In 2005 Hotel Portfolio II UK Limited (the "Claimant") sold three hotels located in the heart of London to subsidiaries of a company incorporated in Madeira (the "Purchasing Company"). 

The Purchasing Company was controlled by an individual who was also a director of the Claimant (the "Director"). In orchestrating the sale of the hotels to the Purchasing Company, the Director acted through a nominee who pretended to be in control of the Purchasing Company (the "Dishonest Assistant"), which obscured the Director's control of the same.

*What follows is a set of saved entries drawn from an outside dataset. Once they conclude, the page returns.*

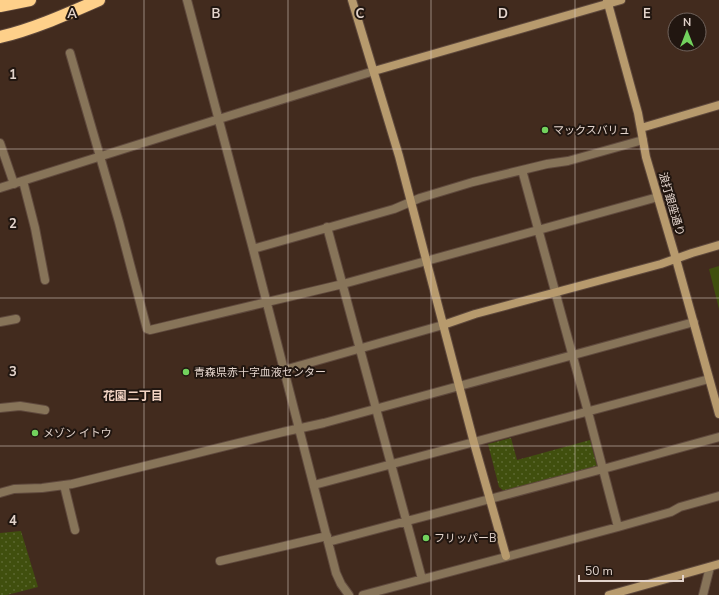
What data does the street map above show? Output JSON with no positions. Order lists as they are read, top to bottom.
{
  "streets": {
    "street": ["浪打銀座通り"]
  },
  "districts": ["花園二丁目"],
  "places": [
    "マックスバリュ",
    "青森県赤十字血液センター",
    "メゾン イトウ",
    "フリッパーB"
  ],
  "scale_bar": "50 m",
  "north": "top",
  "grid": {
    "columns": [
      "A",
      "B",
      "C",
      "D",
      "E"
    ],
    "rows": [
      "1",
      "2",
      "3",
      "4"
    ]
  }
}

Between 2006 and 2008, the hotels were sold by the Purchasing Company to third parties for a substantial profit of £102 million. 

The initial sale by the Claimant to the Purchasing Company was at market value and the Claimant suffered no loss on that transaction.

In the judgment at first instance, Foxton J found that the Director was liable for breach of trust and fiduciary duties owed to the Claimant by:

  1. acting in conflict between his interests and his duty to the Claimant (the "conflict duty");
  2. making an unauthorised profit (the "profit duty"); and
  3. failing to account for and dissipating the proceeds of the eventual onward sale of the three hotels which were held on constructive trust in favour of the Claimant (the "breach of trust").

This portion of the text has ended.